OSAKA -- Asics, the Japanese company behind Onitsuka Tiger sneakers, will introduce a host of robots to a plant in Japan so that it can swiftly respond to the latest consumer trends and put its footwear on store shelves faster.
Robots will take over a third of the production process at a factory in Tottori Prefecture next spring. They will handle the step of stitching the upper -- the part of the shoe that covers the foot -- to the sole. This will halve the number of workers required.
The Kobe-based sporting goods company did not disclose the cost of the robots and their installation.
The robots will be used for the Onitsuka Tiger line, which are popular among younger customers, and walking shoes. The company will consider automating other production steps as well, using 3D printing for molding the sole, for example.

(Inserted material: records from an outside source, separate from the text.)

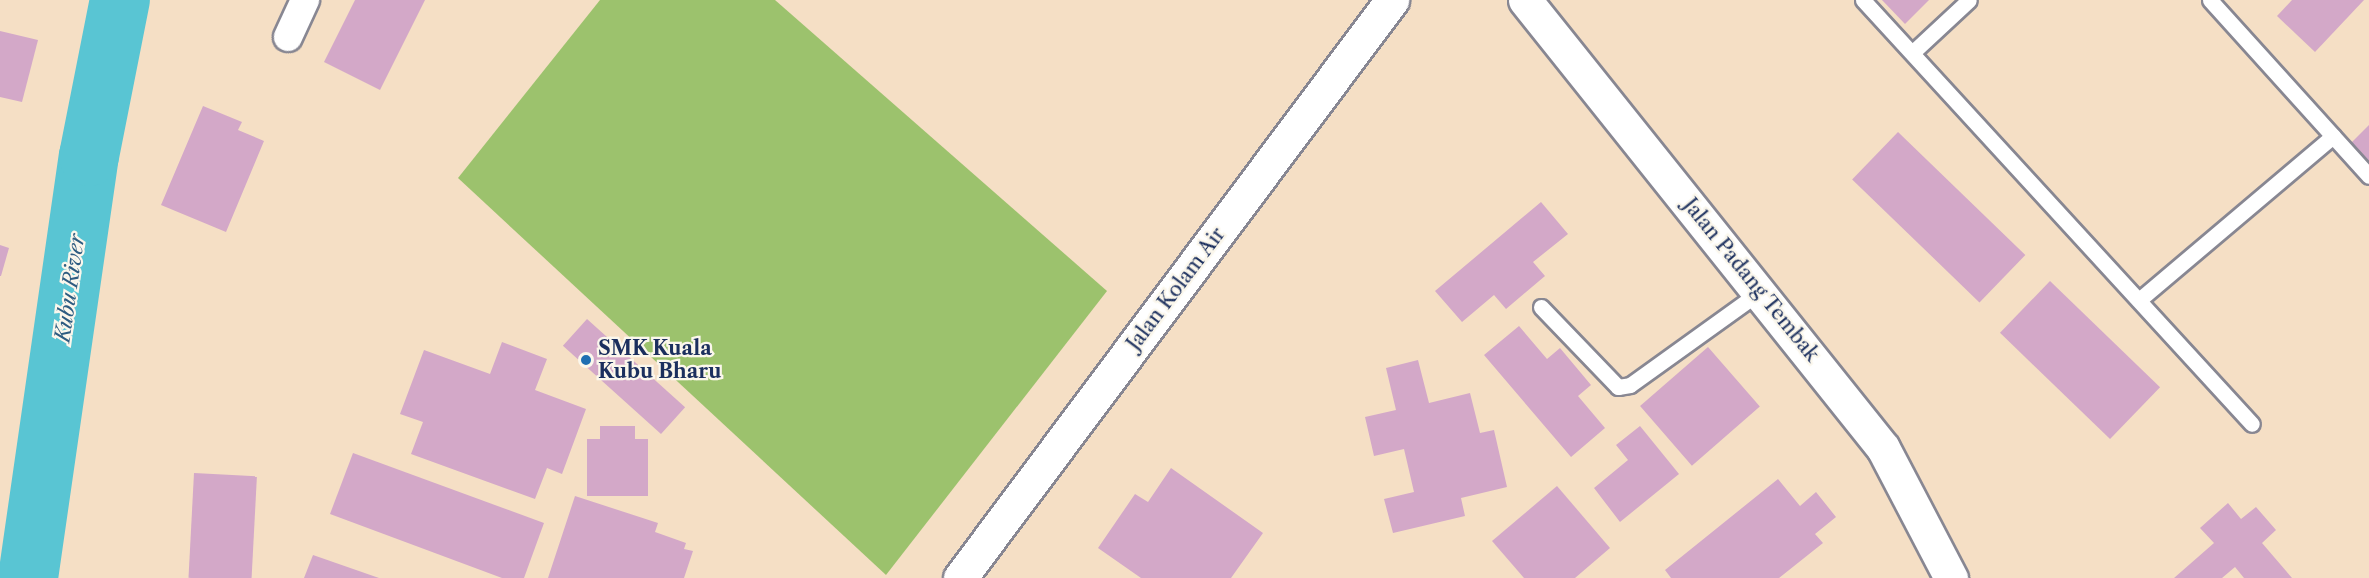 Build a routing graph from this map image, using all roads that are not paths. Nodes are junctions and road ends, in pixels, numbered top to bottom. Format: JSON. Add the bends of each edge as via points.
{"nodes":[{"id":1,"x":304,"y":0,"type":"edge"},
{"id":2,"x":1392,"y":0,"type":"edge"},
{"id":3,"x":1525,"y":0,"type":"edge"},
{"id":4,"x":1863,"y":0,"type":"edge"},
{"id":5,"x":1969,"y":0,"type":"edge"},
{"id":6,"x":2210,"y":0,"type":"edge"},
{"id":7,"x":288,"y":37,"type":"dead end"},
{"id":8,"x":1913,"y":52,"type":"junction"},
{"id":9,"x":2333,"y":136,"type":"junction"},
{"id":10,"x":2369,"y":176,"type":"edge"},
{"id":11,"x":1761,"y":291,"type":"junction"},
{"id":12,"x":2139,"y":300,"type":"junction"},
{"id":13,"x":1541,"y":307,"type":"dead end"},
{"id":14,"x":2253,"y":424,"type":"dead end"},
{"id":15,"x":960,"y":578,"type":"edge"},
{"id":16,"x":1950,"y":578,"type":"edge"}],
"edges":[{"from":1,"to":7,"type":"street"},
{"from":2,"to":15,"type":"street","name":"Jalan Kolam Air"},
{"from":3,"to":11,"type":"street","name":"Jalan Padang Tembak"},
{"from":4,"to":8,"type":"lane"},
{"from":5,"to":8,"type":"lane"},
{"from":6,"to":9,"type":"lane"},
{"from":8,"to":12,"type":"lane"},
{"from":9,"to":10,"type":"lane"},
{"from":9,"to":12,"type":"lane"},
{"from":11,"to":13,"type":"lane","via":[[1630,385],[1618,387]]},
{"from":11,"to":16,"type":"street","name":"Jalan Padang Tembak","via":[[1883,448]]},
{"from":12,"to":14,"type":"lane"}]}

To trim costs in labor-intensive shoemaking, Asics now handles about 40% of production in Vietnam, where wages had until recently been low. It also has factories in Indonesia and China.

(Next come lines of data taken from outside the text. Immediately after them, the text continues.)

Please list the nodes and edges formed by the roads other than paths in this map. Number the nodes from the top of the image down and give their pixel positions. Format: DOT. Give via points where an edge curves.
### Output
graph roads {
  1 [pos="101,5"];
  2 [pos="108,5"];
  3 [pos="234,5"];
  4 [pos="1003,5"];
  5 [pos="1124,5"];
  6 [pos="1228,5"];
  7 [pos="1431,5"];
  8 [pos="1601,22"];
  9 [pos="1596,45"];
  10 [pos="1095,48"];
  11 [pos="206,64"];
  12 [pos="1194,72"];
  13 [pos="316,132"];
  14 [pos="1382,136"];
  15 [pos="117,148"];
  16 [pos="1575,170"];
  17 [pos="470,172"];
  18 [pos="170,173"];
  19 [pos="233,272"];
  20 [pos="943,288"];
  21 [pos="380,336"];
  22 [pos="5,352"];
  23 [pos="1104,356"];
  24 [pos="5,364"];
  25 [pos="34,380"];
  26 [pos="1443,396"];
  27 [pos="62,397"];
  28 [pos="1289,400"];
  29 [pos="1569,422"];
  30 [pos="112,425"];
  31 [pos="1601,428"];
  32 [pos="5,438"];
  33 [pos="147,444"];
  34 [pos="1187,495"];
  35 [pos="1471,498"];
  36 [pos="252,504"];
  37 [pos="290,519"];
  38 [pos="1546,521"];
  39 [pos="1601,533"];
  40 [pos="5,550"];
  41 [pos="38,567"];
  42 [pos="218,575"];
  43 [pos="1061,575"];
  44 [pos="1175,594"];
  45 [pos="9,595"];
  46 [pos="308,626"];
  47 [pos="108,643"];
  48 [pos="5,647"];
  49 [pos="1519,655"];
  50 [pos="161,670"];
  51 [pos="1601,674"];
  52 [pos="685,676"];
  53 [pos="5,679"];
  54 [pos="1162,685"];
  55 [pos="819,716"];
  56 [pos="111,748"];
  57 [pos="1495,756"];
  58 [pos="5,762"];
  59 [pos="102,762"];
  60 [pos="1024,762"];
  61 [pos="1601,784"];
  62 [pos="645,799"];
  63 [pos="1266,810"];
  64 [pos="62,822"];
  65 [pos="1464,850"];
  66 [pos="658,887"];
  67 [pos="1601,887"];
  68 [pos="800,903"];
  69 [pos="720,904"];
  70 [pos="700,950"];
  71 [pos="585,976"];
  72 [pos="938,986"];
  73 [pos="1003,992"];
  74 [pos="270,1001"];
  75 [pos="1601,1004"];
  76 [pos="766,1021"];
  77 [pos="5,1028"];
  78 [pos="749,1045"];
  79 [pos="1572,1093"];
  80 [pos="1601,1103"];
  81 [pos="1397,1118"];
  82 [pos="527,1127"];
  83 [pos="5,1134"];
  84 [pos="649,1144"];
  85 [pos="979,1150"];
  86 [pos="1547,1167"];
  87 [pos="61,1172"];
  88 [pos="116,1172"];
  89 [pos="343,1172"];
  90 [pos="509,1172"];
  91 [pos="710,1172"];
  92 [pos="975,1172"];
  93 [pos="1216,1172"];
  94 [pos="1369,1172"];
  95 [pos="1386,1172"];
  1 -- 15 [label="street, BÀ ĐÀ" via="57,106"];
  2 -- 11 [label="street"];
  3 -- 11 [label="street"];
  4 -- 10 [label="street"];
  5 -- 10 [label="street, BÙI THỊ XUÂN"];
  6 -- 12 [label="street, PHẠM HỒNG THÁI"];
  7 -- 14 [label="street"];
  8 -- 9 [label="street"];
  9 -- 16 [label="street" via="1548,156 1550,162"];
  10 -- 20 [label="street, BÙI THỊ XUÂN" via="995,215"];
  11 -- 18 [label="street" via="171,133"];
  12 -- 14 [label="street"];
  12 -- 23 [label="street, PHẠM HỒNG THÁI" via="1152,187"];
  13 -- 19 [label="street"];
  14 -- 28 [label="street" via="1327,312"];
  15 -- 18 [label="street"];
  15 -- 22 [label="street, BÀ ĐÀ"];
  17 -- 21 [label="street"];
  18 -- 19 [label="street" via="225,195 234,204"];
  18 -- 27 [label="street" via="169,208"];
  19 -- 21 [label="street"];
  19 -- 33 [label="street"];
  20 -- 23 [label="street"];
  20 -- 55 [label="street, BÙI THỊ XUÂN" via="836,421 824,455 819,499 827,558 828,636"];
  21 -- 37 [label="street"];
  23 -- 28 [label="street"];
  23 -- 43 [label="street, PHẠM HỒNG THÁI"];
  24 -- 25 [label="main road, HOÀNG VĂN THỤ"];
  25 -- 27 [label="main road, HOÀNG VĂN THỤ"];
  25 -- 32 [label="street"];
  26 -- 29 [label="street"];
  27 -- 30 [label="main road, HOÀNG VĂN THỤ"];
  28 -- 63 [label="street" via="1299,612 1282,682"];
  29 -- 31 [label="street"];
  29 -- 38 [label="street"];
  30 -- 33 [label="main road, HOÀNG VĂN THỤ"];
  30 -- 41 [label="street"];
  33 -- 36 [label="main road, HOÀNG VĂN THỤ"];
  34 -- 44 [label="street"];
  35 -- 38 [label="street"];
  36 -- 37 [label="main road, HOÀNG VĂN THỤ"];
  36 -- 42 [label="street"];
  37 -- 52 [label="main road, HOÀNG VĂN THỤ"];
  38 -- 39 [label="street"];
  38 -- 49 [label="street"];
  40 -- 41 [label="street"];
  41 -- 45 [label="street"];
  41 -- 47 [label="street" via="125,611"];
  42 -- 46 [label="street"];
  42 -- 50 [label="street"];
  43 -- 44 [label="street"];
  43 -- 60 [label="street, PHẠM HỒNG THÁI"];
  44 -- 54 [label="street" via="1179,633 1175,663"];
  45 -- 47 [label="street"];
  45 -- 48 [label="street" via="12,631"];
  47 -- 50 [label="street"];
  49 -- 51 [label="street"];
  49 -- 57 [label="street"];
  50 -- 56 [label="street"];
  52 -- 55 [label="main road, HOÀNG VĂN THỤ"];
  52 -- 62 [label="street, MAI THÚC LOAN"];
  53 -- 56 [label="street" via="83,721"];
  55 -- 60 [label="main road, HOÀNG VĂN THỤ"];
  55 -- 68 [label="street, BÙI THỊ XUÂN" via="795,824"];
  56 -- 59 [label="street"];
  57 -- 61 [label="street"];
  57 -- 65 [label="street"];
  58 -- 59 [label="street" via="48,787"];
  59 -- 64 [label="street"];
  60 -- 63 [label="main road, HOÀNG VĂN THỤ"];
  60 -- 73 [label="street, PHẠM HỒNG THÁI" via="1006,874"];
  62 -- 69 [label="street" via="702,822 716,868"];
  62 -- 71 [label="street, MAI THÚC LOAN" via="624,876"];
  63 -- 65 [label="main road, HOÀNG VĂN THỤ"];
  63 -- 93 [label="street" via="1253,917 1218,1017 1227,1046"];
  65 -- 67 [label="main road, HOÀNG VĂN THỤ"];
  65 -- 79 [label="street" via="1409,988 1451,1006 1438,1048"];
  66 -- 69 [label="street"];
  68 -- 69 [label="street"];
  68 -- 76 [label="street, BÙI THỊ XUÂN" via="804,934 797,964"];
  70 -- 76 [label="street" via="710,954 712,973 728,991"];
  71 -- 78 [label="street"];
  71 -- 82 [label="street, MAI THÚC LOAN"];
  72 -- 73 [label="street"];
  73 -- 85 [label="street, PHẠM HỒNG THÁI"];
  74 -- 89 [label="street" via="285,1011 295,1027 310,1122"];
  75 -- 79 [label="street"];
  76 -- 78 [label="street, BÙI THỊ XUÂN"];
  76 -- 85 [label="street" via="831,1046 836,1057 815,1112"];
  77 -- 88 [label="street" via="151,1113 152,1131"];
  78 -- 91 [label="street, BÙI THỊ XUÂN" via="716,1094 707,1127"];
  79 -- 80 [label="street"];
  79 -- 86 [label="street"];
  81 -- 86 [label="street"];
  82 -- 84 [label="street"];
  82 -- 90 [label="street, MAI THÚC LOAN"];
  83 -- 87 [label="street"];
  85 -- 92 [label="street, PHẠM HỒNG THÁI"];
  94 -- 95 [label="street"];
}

But responding to quick-changing consumer tastes has been a challenge given the time it takes to ship from those countries to major markets like Japan, the U.S. and Europe. Meanwhile, Vietnam and other countries are experiencing a surge in wages amid economic growth, and also face human rights concerns like excessive hours and child labor.
Asics hopes to first build up its expertise in automation in the home market, which now accounts for less than 10% of its production, and to eventually roll out robot-powered production in the U.S. and Europe.
In embracing automation, Asics is taking cues from Nike and Adidas, the world's biggest and second-biggest sporting goods makers, respectively. Adidas operates production bases dubbed Speedfactories in the U.S. and Germany that are almost entirely automated, and offers custom-made footwear.